··· RECORDS ···

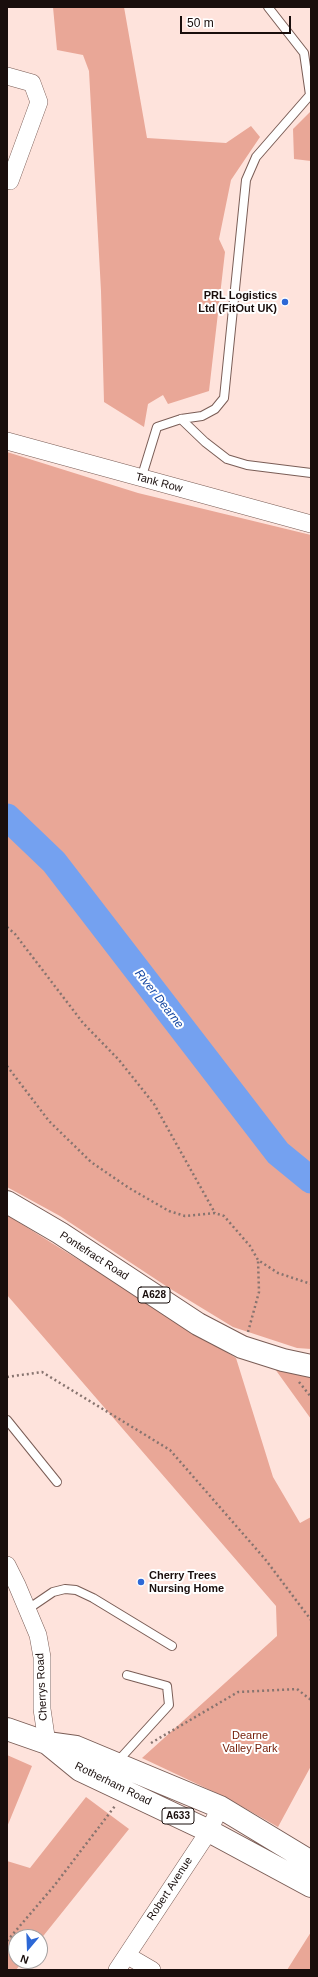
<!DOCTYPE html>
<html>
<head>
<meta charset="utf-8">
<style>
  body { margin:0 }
  #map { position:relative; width:318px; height:1977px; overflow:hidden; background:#fee3dc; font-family:Arial,sans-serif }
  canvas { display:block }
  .frame { position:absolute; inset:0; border:8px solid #190e0c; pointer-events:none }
  .north { position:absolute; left:8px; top:1929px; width:40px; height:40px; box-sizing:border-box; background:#fff; border:1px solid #a39f9e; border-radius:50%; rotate:199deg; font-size:11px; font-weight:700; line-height:16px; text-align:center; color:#190e0c }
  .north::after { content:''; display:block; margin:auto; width:14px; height:18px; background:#2d68d6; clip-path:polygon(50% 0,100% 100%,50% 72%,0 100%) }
  .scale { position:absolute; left:180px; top:16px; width:111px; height:18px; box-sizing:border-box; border:2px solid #190e0c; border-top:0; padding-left:5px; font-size:12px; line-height:14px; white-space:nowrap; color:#190e0c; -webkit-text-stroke:3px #fff; paint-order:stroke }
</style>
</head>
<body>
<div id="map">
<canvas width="318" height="1977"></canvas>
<div class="frame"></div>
<div class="north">N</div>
<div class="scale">50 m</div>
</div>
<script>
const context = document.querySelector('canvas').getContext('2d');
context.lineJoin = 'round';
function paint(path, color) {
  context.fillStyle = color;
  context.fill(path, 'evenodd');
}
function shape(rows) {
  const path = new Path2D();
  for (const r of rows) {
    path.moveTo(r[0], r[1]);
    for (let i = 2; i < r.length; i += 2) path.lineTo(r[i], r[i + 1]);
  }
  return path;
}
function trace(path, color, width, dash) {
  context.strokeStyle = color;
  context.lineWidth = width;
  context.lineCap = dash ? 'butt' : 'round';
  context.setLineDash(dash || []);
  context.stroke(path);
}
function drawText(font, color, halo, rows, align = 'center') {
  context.font = font + ' Arial,sans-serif';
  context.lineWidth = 4;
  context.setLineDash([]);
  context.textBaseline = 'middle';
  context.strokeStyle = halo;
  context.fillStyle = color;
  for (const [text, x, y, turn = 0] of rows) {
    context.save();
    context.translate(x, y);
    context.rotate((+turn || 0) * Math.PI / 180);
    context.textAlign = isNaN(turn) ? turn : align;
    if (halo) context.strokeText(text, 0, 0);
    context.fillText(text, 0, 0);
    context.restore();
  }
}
paint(shape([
  [53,7,124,7,147,138,226,143,251,126,260,137,231,180,219,239,225,252,209,391,168,404,163,395,148,404,144,427,104,402,101,291,89,71,83,55,57,50],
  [311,111,311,161,294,159,293,129],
  [7,452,138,493,311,535,311,1349,297,1348,233,1327,169,1288,60,1216,7,1187],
  [7,1215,236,1358,273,1477,300,1523,311,1517,311,1766,278,1827,227,1798,142,1758,277,1636,276,1606,7,1295],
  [275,1369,311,1376,311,1419],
  [7,1755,32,1766,7,1827],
  [86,1797,129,1829,40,1940,40,1937,16,1937,16,1961,23,1961,16,1970,7,1970,7,1861,30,1868],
  [311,1932,311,1970,287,1970]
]), '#e9a797');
trace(shape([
  [7,817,54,862,278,1153,311,1180]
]), '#74a1f0', 27);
const lane = shape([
  [181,419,205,442,227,459,247,465,311,473],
  [141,479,157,427,181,419,202,416,215,409,224,398,246,180,256,157,310,95,304,53,268,7],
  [7,1420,57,1482],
  [28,1609,53,1592,65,1589,76,1590,93,1598,172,1646],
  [117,1762,169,1705,167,1686,127,1675]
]);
const street = shape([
  [7,76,32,83,39,102,10,181,7,180],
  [7,441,311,524],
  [7,1565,17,1585,38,1635,42,1657,42,1709,47,1743],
  [128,1956,152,1970],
  [117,1970,209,1831,220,1807]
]);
const primary = shape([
  [7,1729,47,1743,76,1747,220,1807,311,1862],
  [47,1743,80,1770,209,1831,311,1886]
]);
const highway = shape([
  [7,1202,60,1233,198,1324,242,1347,283,1360,311,1366]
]);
trace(lane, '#7a5d56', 10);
trace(street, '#7a5d56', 18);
trace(primary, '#7a5d56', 24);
trace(highway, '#7a5d56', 24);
trace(shape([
  [7,927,15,934,83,1023,119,1060,154,1104,215,1213],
  [7,1066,49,1121,91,1162,129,1188,169,1211,185,1216,215,1213,224,1216,250,1246,258,1260,278,1273,311,1284],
  [248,1332,259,1292,258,1260],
  [7,1377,42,1372,170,1450,265,1559,311,1620],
  [299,1382,311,1397],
  [151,1743,238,1692,297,1689,311,1700],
  [7,1941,54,1886,115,1806]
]), '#87746f', 2.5, [2, 3]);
trace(lane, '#fff', 8);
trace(street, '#fff', 17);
trace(primary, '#fff', 22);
trace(highway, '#fff', 22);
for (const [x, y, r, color] of [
  [285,302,4,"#2d68d6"],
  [141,1582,4,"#2d68d6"]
]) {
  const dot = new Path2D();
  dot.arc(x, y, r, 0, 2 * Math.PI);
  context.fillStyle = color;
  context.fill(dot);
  trace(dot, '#fff', 1.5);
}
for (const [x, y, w] of [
  [154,1295,32],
  [178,1816,32]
]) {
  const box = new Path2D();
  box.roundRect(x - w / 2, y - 8, w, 16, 3);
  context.fillStyle = '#fff';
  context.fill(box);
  trace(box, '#190e0c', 1);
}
drawText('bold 10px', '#190e0c', null, [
  ["A628",154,1295],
  ["A633",178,1816]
]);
drawText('bold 11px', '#190e0c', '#fff', [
  ["PRL Logistics",277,296],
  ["Ltd (FitOut UK)",277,309],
  ["Cherry Trees",149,1576,"left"],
  ["Nursing Home",149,1589,"left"]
], 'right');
drawText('11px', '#190e0c', '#fff', [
  ["Tank Row",159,483,15],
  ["Pontefract Road",94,1256,33],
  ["Cherrys Road",42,1687,-93],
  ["Rotherham Road",113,1784,26],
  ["Robert Avenue",170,1889,-57]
]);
drawText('11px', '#721a04', '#fff', [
  ["Dearne",250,1736],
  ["Valley Park",250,1749]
]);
drawText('italic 12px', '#1648a3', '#fff', [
  ["River Dearne",159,999,52]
]);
</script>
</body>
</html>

···

Report each line in the data above that holds the word "strokeStyle" by copying it.

### YOUR RESPONSE
  context.strokeStyle = color;
  context.strokeStyle = halo;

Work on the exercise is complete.